Les variations les plus marquées des conditions de végétation dans l’arctique et dans le nord surviendront aux limites des écotones, entre autre à la limite des arbres. La végétation arbustive a des impacts sur les patrons d’enneigement, car elle capture la neige poussée par les vents. Elle a également un impact sur le bilan radiatif car elle absorbe plus de rayonnement et contribue donc à un réchauffement de la surface. Les environnements arctiques et subarctiques ont vu une croissance rapide de la végétation arbustive au détriment de la toundra dans les dernières décennies.

Shrubs increase

Propagation de la végétation arbustive dans l’Arctique. Tiré de Myers Smith et al (2011)

QUELS PARAMÈTRES OBSERVER ?

La télédétection a le potentiel de détecter et de permettre de suivi de la végétation nordique et arctique a plusieurs échelles temporelles et spatiales.

L’utilisation de la télédétection pour le suivi de la végétation dans l’arctique doit jongler avec le couvert nuageux omniprésent. C’est pourquoi la télédétection avec les capteurs RSOUn radar à synthèse d’ouverture (RSO) est un système radar cohérent générant des images de télédétection à haute résolution. Pour créer une image, on utilise l’amplitude et la phase du signal reçu de plusieurs impulsions successives pour simuler une plus grande ouverture (ou dimension) d’antenne, d’où le terme «synthèse d’ouverture». présente un certain potentiel, ces derniers étant toutefois affectés par d’autres limitations comme les effets du terrain ou l’impact de l’angle de visée du capteur.

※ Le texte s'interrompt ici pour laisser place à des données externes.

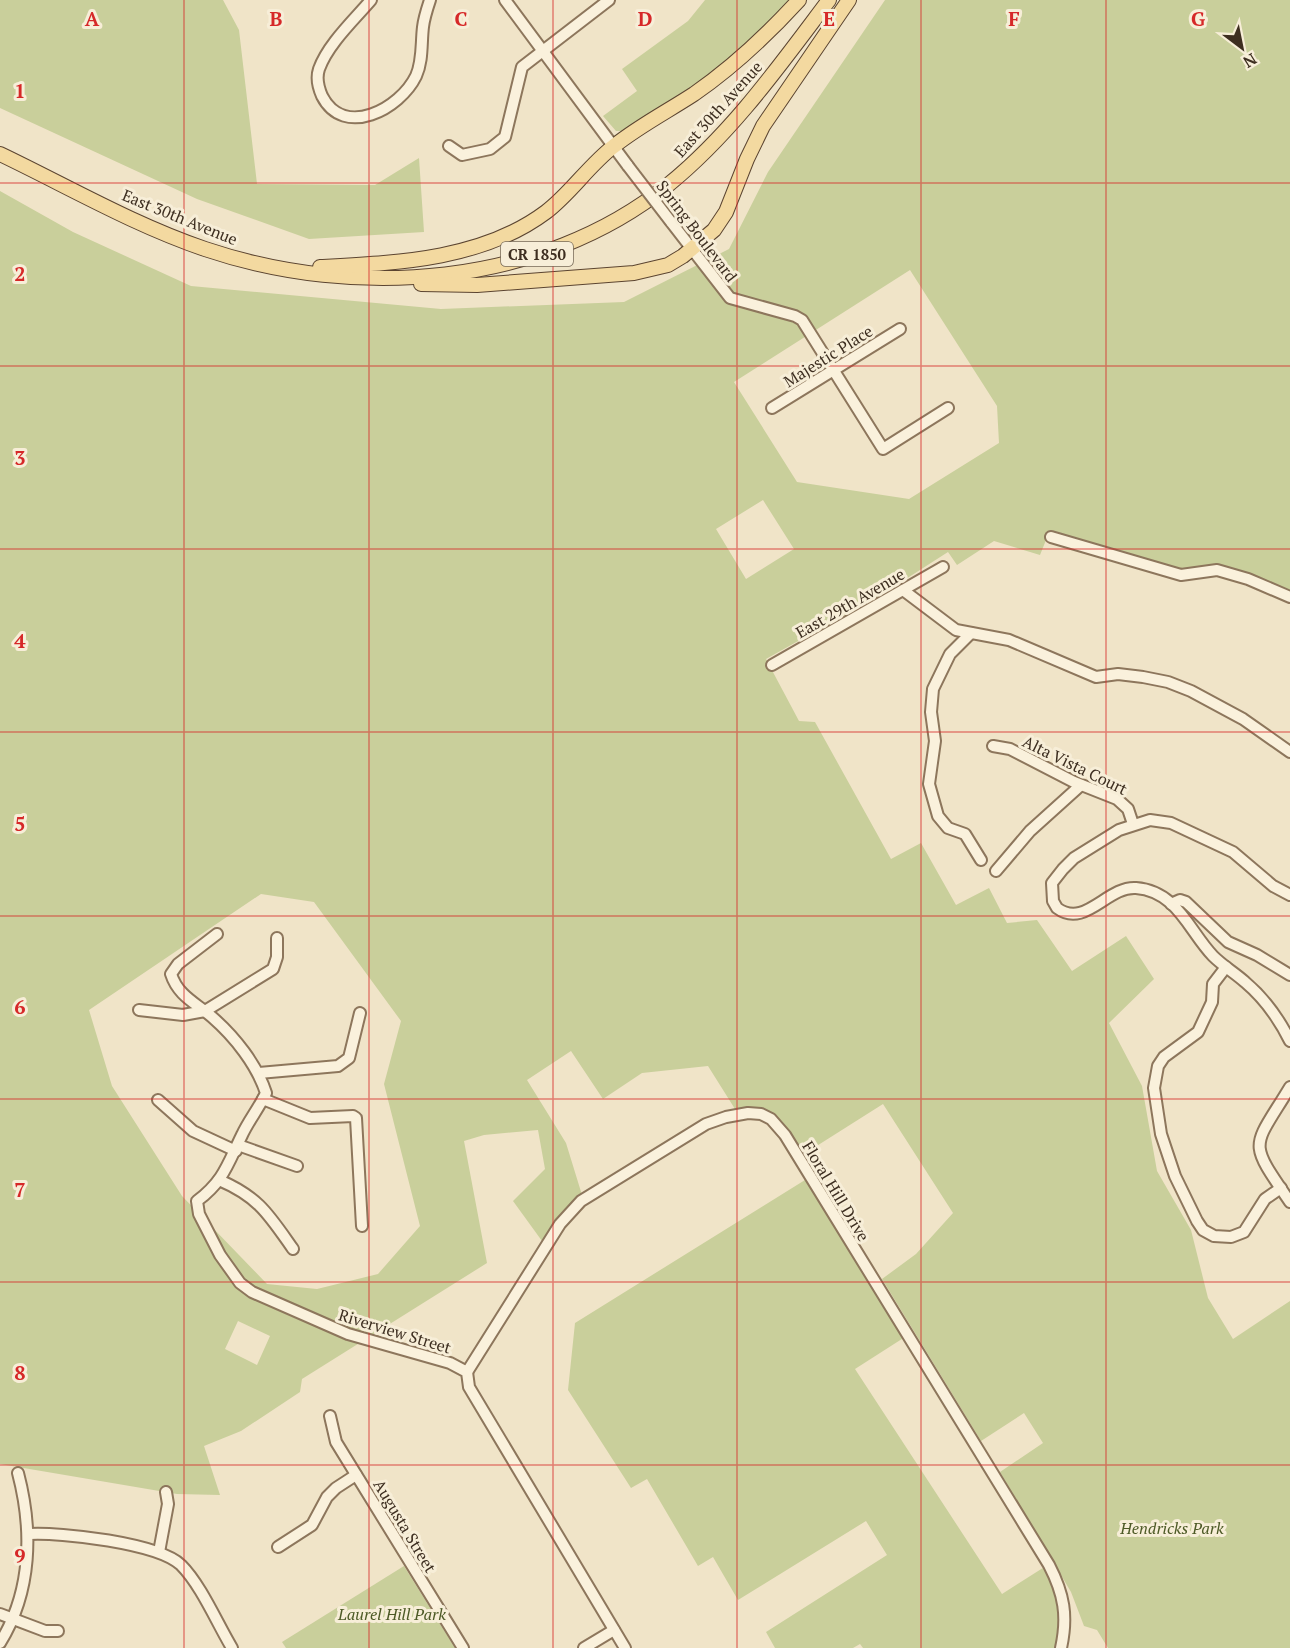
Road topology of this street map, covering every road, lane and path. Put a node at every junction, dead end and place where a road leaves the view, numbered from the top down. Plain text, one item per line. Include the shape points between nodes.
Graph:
1 (371, 0) edge
2 (430, 0) edge
3 (505, 0) edge
4 (609, 0) edge
5 (799, 0) edge
6 (829, 0) edge
7 (849, 0) edge
8 (542, 50) junction
9 (449, 146) dead end
10 (614, 146) junction
11 (0, 154) edge
12 (692, 250) junction
13 (287, 270) junction
14 (377, 279) junction
15 (900, 329) dead end
16 (834, 370) junction
17 (772, 408) dead end
18 (948, 408) dead end
19 (1051, 537) dead end
20 (943, 567) dead end
21 (903, 590) junction
22 (1290, 597) edge
23 (970, 633) junction
24 (772, 665) dead end
25 (993, 747) dead end
26 (1290, 752) edge
27 (1081, 785) junction
28 (1133, 824) junction
29 (981, 860) dead end
30 (996, 871) dead end
31 (1290, 895) edge
32 (1171, 904) junction
33 (218, 933) dead end
34 (278, 938) dead end
35 (1226, 967) junction
36 (1290, 975) edge
37 (139, 1010) dead end
38 (205, 1011) junction
39 (360, 1013) dead end
40 (1290, 1041) edge
41 (259, 1073) junction
42 (1290, 1087) edge
43 (263, 1099) junction
44 (158, 1100) dead end
45 (237, 1148) junction
46 (297, 1166) dead end
47 (219, 1180) junction
48 (1281, 1188) junction
49 (1290, 1202) edge
50 (362, 1226) dead end
51 (293, 1249) dead end
52 (467, 1372) junction
53 (330, 1416) dead end
54 (18, 1473) dead end
55 (356, 1475) junction
56 (166, 1492) dead end
57 (29, 1534) junction
58 (278, 1547) dead end
59 (159, 1552) junction
60 (0, 1614) edge
61 (12, 1617) junction
62 (614, 1630) junction
63 (58, 1631) dead end
64 (0, 1643) edge
65 (231, 1648) edge
66 (463, 1648) edge
67 (584, 1648) edge
68 (625, 1648) edge
69 (1061, 1648) edge

1 - 2 street via 351,22 319,71 317,83 324,100 334,112 347,117 380,112 396,103 416,76
3 - 8 street, Spring Boulevard
4 - 8 street
5 - 10 main road via 722,74
6 - 14 main road, East 30th Avenue / CR 1850 via 740,114 678,177 619,219 557,248 502,264 449,274
7 - 12 main road via 763,126 726,212 714,230
8 - 9 street via 522,68 505,137 490,149 462,155
8 - 10 street, Spring Boulevard
10 - 12 street, Spring Boulevard, bridge
10 - 13 main road via 546,212 506,236 438,256
11 - 13 main road, East 30th Avenue / CR 1850 via 187,241
12 - 14 main road via 668,265 634,273 477,285
12 - 16 street, Spring Boulevard via 730,298 802,320
13 - 14 main road, East 30th Avenue / CR 1850
15 - 16 street, Majestic Place
16 - 17 street, Majestic Place
16 - 18 street, Spring Boulevard via 883,449
19 - 22 street via 1181,575 1216,570
20 - 21 street, East 29th Avenue
21 - 23 street via 940,621
21 - 24 street, East 29th Avenue
23 - 26 street via 1009,640 1096,677 1118,674 1168,682 1244,718
23 - 29 street via 950,654 933,689 935,741 929,784 938,816 948,828 965,834
25 - 27 street, Alta Vista Court via 1010,749
27 - 28 street, Alta Vista Court via 1124,804
27 - 30 street via 1030,831
28 - 31 street via 1150,820 1171,823 1233,852
28 - 32 street via 1098,842 1063,868 1052,883 1053,901 1062,912 1075,914 1089,910 1119,890 1137,888 1156,893
32 - 35 street
32 - 36 street via 1186,902 1228,942
33 - 38 street via 171,974 181,994
34 - 38 street via 273,969
35 - 40 street via 1262,999
35 - 48 street via 1213,984 1212,1002 1198,1032 1158,1066 1154,1088 1161,1134 1174,1176 1197,1221 1214,1236 1231,1237 1244,1232 1265,1199
37 - 38 street via 183,1015
38 - 41 street
39 - 41 street via 349,1058 338,1066
41 - 43 street via 266,1093
42 - 48 street via 1258,1144 1263,1161
43 - 45 street
43 - 50 street via 310,1118 356,1118
44 - 45 street via 193,1131
45 - 46 street
45 - 47 street
47 - 51 street via 255,1200
47 - 52 street, Riverview Street via 197,1201 199,1215 240,1283 283,1308 348,1334 450,1363
48 - 49 street
52 - 62 street, Riverview Street via 469,1387
52 - 69 street, Floral Hill Drive via 560,1224 582,1201 706,1124 748,1113 771,1119 785,1135 1049,1565 1065,1603
53 - 55 street, Augusta Street via 336,1442
54 - 57 street
55 - 58 street via 327,1497 312,1525
55 - 66 street, Augusta Street
56 - 59 street via 168,1504
57 - 59 street via 77,1536
57 - 61 street via 22,1589
59 - 65 street via 182,1566
60 - 61 street
61 - 63 street via 45,1631
61 - 64 street
62 - 67 street
62 - 68 street, Riverview Street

La télédétection a le potentiel d’identifier plusieurs changements au niveau, entre autre, de la production végétale, de la structure, du couvert et de la phénologie, ainsi que dans la délimitation des écotones.

Des données avec haute résolution temporelle (Fréquence de passage journalière) se sont démontrées efficaces pour suivre les changements dans la production végétale aux échelles régionales, continentales et globales. Pour de telles applications, les données de capteurs optiques comme MODIS et AVHRR sont appropriées.

L’accès ouvert aux données MODIS et l’existence de routines de production facilitent l’accès à des informations sur le couvert végétal comme le LAI(Leaf Area Index) à diverses échelles temporelles et spatiales.

Les données multispectrales sont souvent transformées en indices de végétation, indices sensibles aux changements dans les propriétés physiques du couvert végétal (Biomasse, couverture foliaire) tout en minimisant les effets de la géométrie de visée, de l’illumination et de l’humidité du sol.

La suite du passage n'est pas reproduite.